| Instructions to follow |
Pull every line that includes the word "Mircești" out of the data below and copy it.

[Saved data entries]
= = =
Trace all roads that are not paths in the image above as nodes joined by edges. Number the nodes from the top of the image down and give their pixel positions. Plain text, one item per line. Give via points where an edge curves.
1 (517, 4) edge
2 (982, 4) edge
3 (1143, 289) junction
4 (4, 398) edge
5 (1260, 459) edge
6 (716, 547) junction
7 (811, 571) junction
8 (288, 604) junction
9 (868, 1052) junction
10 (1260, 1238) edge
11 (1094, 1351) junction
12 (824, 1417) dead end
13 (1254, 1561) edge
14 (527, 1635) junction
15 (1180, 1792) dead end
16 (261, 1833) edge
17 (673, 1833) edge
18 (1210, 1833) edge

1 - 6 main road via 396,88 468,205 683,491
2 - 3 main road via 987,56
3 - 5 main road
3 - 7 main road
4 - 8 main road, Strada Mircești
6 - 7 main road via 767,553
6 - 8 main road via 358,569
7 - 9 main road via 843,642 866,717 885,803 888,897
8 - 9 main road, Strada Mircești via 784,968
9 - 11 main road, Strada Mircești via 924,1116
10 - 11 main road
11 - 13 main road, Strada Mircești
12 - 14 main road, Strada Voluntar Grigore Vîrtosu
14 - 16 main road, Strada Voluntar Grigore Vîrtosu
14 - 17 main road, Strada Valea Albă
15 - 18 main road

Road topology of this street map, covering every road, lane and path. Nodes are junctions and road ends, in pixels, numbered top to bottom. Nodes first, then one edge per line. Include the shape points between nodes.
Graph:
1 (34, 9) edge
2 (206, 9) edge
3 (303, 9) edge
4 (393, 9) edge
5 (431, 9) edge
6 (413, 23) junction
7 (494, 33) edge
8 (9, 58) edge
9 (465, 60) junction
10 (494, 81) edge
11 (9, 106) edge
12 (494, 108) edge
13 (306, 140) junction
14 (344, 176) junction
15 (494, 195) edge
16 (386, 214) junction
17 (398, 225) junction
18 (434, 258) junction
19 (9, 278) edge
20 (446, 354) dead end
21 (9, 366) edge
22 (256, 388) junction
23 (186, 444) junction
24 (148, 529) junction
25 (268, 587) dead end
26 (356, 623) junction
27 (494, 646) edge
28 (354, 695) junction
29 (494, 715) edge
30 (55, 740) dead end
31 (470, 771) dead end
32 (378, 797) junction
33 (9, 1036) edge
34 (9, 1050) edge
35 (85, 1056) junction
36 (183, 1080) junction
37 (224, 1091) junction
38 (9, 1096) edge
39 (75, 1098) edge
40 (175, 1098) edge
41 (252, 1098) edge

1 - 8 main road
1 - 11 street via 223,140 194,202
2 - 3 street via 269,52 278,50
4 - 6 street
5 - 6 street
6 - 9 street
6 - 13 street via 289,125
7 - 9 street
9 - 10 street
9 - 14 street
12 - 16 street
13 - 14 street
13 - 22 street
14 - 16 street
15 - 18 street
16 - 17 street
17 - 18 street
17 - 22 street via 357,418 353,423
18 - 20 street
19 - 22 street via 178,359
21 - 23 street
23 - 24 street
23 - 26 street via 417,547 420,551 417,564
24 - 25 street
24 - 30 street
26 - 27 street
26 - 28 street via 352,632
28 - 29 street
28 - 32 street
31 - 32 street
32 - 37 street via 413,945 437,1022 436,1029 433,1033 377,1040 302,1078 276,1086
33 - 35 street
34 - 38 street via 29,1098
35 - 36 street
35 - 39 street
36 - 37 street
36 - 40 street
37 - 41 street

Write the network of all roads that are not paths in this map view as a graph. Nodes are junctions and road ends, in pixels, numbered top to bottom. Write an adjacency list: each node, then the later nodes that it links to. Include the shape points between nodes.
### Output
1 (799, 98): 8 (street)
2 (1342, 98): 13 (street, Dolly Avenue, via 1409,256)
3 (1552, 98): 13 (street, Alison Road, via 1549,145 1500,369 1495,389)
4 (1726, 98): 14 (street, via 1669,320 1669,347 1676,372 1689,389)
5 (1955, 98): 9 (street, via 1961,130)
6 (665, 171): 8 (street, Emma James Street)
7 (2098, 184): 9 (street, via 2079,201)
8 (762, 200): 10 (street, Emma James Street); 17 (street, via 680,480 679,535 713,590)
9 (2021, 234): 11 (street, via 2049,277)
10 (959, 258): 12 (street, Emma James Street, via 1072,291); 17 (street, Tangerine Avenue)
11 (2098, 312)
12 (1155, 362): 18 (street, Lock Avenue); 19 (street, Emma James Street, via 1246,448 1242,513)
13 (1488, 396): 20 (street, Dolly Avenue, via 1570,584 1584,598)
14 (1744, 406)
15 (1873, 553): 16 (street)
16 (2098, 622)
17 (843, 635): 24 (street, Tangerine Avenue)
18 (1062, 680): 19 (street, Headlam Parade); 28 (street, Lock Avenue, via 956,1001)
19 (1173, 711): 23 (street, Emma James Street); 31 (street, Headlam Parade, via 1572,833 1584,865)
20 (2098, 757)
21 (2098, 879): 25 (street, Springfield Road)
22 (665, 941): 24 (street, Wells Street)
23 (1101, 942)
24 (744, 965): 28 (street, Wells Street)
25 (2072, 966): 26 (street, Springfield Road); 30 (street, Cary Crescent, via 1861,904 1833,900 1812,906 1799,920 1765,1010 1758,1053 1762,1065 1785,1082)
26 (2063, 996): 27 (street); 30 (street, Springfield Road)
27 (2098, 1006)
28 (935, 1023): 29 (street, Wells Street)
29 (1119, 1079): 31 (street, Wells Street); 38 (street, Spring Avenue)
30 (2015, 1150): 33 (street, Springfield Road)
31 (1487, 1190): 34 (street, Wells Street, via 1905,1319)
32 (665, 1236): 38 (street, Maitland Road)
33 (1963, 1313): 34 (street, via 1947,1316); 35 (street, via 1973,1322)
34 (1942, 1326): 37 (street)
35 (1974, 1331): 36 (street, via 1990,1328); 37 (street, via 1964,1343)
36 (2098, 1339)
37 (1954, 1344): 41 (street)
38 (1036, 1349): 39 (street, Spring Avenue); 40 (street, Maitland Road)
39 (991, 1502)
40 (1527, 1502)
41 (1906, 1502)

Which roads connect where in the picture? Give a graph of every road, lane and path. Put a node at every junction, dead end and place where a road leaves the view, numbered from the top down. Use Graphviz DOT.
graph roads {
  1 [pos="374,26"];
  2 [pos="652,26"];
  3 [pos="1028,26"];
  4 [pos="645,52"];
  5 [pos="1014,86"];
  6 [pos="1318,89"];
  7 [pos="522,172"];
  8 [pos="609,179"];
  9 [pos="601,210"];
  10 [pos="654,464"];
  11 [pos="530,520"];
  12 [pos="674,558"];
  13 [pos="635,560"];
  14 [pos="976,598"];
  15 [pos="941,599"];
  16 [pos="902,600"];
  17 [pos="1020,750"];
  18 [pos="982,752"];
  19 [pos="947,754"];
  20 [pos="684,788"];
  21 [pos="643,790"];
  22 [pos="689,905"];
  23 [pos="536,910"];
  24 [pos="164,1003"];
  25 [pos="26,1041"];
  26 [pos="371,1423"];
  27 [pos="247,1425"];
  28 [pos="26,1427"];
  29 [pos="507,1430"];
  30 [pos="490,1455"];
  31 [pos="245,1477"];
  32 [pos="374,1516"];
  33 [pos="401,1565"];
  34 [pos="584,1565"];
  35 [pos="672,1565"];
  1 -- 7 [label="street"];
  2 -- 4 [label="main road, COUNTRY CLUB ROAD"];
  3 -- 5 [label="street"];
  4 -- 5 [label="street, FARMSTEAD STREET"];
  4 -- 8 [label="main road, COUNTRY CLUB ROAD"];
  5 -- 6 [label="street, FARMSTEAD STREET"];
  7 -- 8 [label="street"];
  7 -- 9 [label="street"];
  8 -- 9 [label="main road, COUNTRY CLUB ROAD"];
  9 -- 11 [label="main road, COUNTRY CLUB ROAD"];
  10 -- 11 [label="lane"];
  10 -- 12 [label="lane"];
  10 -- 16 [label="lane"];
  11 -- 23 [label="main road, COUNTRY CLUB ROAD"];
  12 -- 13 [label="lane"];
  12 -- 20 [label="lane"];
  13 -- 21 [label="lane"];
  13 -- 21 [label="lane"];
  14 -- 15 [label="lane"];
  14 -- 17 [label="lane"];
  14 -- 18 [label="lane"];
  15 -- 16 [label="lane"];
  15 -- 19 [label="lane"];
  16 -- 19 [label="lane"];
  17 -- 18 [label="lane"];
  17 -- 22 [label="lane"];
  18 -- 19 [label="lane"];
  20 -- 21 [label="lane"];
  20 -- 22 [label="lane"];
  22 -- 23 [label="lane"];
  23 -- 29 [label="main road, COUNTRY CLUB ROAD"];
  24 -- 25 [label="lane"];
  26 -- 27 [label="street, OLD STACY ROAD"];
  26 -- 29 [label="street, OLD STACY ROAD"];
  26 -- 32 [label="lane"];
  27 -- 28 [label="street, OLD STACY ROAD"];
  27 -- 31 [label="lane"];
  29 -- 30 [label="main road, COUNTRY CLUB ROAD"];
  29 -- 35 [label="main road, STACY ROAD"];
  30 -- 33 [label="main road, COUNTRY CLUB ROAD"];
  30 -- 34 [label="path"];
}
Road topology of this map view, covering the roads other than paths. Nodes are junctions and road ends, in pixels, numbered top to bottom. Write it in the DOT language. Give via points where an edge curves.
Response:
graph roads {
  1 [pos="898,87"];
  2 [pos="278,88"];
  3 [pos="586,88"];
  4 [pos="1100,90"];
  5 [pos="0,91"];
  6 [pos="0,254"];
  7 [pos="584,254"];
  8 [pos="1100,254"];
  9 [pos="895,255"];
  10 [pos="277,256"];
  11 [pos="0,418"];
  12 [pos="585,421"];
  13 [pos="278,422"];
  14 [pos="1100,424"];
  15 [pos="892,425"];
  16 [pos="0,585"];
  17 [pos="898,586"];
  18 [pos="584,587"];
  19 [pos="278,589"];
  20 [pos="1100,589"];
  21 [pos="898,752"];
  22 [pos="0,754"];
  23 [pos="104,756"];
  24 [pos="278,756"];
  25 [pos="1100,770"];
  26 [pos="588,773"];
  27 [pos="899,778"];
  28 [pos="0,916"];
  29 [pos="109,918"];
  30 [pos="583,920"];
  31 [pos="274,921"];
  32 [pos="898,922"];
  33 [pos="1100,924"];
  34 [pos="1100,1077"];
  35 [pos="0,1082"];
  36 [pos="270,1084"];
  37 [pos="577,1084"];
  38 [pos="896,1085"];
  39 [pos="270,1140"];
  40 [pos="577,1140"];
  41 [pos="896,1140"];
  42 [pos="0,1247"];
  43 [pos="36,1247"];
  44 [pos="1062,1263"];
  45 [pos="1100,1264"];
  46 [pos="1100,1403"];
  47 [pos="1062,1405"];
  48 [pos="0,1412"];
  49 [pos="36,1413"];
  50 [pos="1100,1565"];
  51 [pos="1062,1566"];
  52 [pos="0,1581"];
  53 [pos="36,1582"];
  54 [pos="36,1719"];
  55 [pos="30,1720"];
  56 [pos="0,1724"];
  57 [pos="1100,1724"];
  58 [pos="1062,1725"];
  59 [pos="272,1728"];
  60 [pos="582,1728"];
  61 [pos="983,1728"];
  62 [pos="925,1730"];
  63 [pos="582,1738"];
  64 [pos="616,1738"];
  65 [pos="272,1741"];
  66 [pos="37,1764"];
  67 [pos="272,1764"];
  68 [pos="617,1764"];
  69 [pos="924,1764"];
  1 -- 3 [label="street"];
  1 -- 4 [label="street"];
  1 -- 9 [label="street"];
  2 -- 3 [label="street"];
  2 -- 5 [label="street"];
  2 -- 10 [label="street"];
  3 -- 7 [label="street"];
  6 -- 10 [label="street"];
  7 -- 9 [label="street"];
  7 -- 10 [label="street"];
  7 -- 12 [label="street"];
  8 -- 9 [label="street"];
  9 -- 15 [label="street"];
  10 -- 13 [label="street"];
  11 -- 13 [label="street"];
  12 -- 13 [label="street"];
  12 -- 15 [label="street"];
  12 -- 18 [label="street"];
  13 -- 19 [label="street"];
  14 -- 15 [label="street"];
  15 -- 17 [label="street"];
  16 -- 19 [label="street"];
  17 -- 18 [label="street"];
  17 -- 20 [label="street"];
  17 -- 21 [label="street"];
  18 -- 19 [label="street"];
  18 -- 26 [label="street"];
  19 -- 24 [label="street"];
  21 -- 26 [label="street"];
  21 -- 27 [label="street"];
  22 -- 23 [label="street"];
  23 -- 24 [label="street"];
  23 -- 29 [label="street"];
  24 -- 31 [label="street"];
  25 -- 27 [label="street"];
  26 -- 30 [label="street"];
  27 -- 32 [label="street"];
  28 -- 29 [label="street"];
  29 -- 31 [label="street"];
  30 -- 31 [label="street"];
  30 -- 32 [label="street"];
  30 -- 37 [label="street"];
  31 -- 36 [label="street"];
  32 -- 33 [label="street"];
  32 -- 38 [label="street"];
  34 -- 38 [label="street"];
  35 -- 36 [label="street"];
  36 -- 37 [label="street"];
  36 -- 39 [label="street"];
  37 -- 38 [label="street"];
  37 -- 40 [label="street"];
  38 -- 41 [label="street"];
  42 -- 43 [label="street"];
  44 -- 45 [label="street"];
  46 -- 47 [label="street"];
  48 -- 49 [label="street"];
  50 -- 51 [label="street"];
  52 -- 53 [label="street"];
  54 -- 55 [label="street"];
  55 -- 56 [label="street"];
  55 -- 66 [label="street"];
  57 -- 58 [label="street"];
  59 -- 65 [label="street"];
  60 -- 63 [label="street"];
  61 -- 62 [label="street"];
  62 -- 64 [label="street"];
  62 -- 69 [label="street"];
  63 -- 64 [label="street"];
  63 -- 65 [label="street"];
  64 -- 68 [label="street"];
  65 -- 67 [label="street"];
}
= = =
| Expected output |
4 - 8 main road, Strada Mircești
8 - 9 main road, Strada Mircești via 784,968
9 - 11 main road, Strada Mircești via 924,1116
11 - 13 main road, Strada Mircești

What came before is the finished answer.